Kenya (Steenbergen et al., 1983). Once again the analysis was not performed directly against BMI. In Brazil the malnourished women were classified as those <90% weight-for-height. In Kenya it can be calculated that the BMIs in the WH-plus and WH-minus groups were 18.7 and 23.5 respectively. Such paradoxical associations are difficult to explain and could be related to sampling procedures which are notoriously difficult to design because of the large changes in fat concentration within feeds and throughout the day.

Fig. 10. Examples of inverse associations between maternal nutritional status and breast-milk fat. Data from Marin Spring et al. (1985) and Steenbergen et al. (1983).

Fig. 11. Relationship between average milk energy content and average maternal BMI in published studies of lactation performance. Data-sets are listed in Table 1.

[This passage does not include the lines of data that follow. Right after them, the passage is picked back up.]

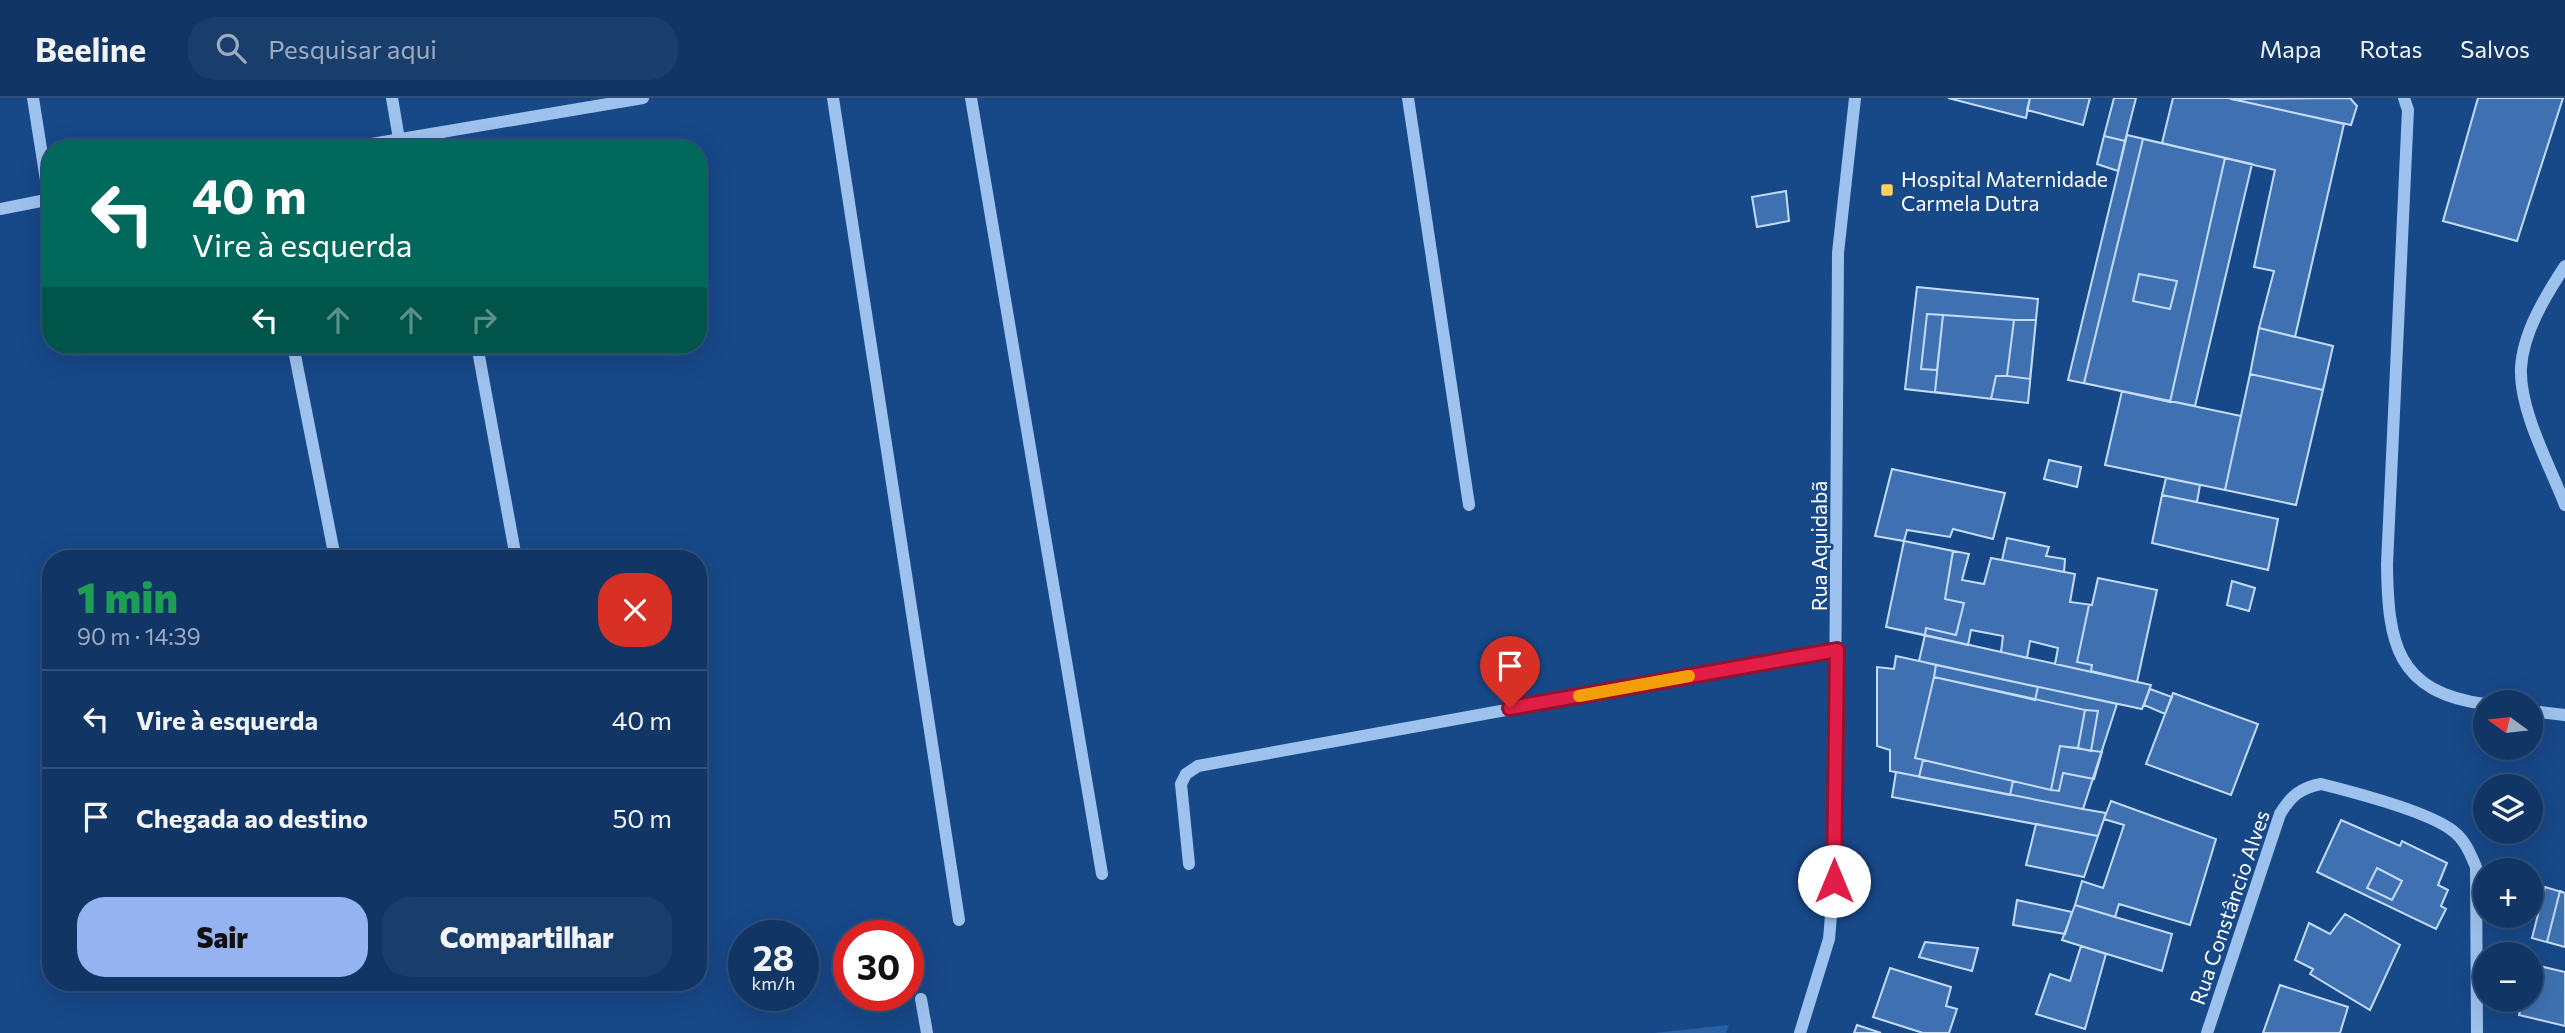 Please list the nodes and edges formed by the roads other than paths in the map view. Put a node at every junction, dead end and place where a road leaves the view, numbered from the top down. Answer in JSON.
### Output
{"nodes":[{"id":1,"x":33,"y":98,"type":"edge"},
{"id":2,"x":392,"y":98,"type":"edge"},
{"id":3,"x":643,"y":98,"type":"edge"},
{"id":4,"x":833,"y":98,"type":"edge"},
{"id":5,"x":971,"y":98,"type":"edge"},
{"id":6,"x":1408,"y":98,"type":"edge"},
{"id":7,"x":1856,"y":98,"type":"edge"},
{"id":8,"x":2404,"y":98,"type":"edge"},
{"id":9,"x":438,"y":133,"type":"junction"},
{"id":10,"x":399,"y":139,"type":"junction"},
{"id":11,"x":393,"y":140,"type":"edge"},
{"id":12,"x":439,"y":140,"type":"edge"},
{"id":13,"x":42,"y":151,"type":"edge"},
{"id":14,"x":42,"y":201,"type":"edge"},
{"id":15,"x":0,"y":209,"type":"edge"},
{"id":16,"x":2565,"y":265,"type":"edge"},
{"id":17,"x":295,"y":354,"type":"edge"},
{"id":18,"x":479,"y":354,"type":"edge"},
{"id":19,"x":1469,"y":505,"type":"dead end"},
{"id":20,"x":2565,"y":505,"type":"edge"},
{"id":21,"x":333,"y":550,"type":"edge"},
{"id":22,"x":515,"y":550,"type":"edge"},
{"id":23,"x":1837,"y":650,"type":"junction"},
{"id":24,"x":2473,"y":701,"type":"edge"},
{"id":25,"x":2543,"y":712,"type":"edge"},
{"id":26,"x":2565,"y":715,"type":"edge"},
{"id":27,"x":1189,"y":864,"type":"dead end"},
{"id":28,"x":1102,"y":874,"type":"dead end"},
{"id":29,"x":960,"y":920,"type":"dead end"},
{"id":30,"x":923,"y":1011,"type":"edge"},
{"id":31,"x":927,"y":1033,"type":"edge"},
{"id":32,"x":1800,"y":1033,"type":"edge"},
{"id":33,"x":2207,"y":1033,"type":"edge"},
{"id":34,"x":2477,"y":1033,"type":"edge"}],
"edges":[{"from":1,"to":13,"type":"street"},
{"from":2,"to":10,"type":"street"},
{"from":3,"to":9,"type":"street"},
{"from":4,"to":29,"type":"street"},
{"from":5,"to":28,"type":"street"},
{"from":6,"to":19,"type":"street"},
{"from":7,"to":23,"type":"street","name":"Rua Aquidabã"},
{"from":8,"to":24,"type":"street"},
{"from":9,"to":10,"type":"street"},
{"from":9,"to":12,"type":"street"},
{"from":10,"to":11,"type":"street"},
{"from":14,"to":15,"type":"street"},
{"from":16,"to":20,"type":"street"},
{"from":17,"to":21,"type":"street"},
{"from":18,"to":22,"type":"street"},
{"from":23,"to":27,"type":"street"},
{"from":23,"to":32,"type":"street","name":"Rua Aquidabã"},
{"from":25,"to":26,"type":"street"},
{"from":30,"to":31,"type":"street"},
{"from":33,"to":34,"type":"street","name":"Rua Constâncio Alves"}]}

These sampling difficulties make it somewhat dangerous to make comparisons across different studies so the cross-country analysis of milk energy content derived from Table 1 and plotted in Fig. 11 should be interpreted with some caution. In spite of this it appears to reveal a similar message to the analogous scatterplot for milk volume in Fig. 3. There seems to be no evidence that milk energy content is compromised even at BMIs <18.5.


The foregoing analysis of the available world literature indicates that lactation performance is surprisingly independent of maternal BMI, and that BMI would not therefore provide a useful index of functional impairment in the breastfeeding mother as judged by the quantity or quality of milk production. Of course, there could be other functional consequences for a thin mother who has to meet the additional stress of lactation. Loss of body weight might be anticipated as she subsidises her daily energy budget from her own adipose tissue stores. However, there is little evidence of substantial weight loss in thin lactating women (Prentice & Prentice, 1990) except in particular circumstances such as the Gambian hungry season during which all adults lose weight. In fact the data are once again remarkable for the lack of weight loss [cf. Bangladesh (Brown et al., 1986), Gambia (Prentice et al., 1986) and Myanmar (Khin-Muang-Naing et al., 1980) studies cited above]. The only logical conclusion that can be derived from these findings is that, often contrary to appearances, these thin women must be consuming sufficient energy on a day-to-day basis to support their milk production. Under conditions where daily intake does not match requirements a fatter mother would be expected to be able to support lactation for longer, and BMI might then emerge as a useful indicator of risk. Such conditions have not yet been studied, and this suggests that they are rather extreme and may occur only under famine or near famine conditions.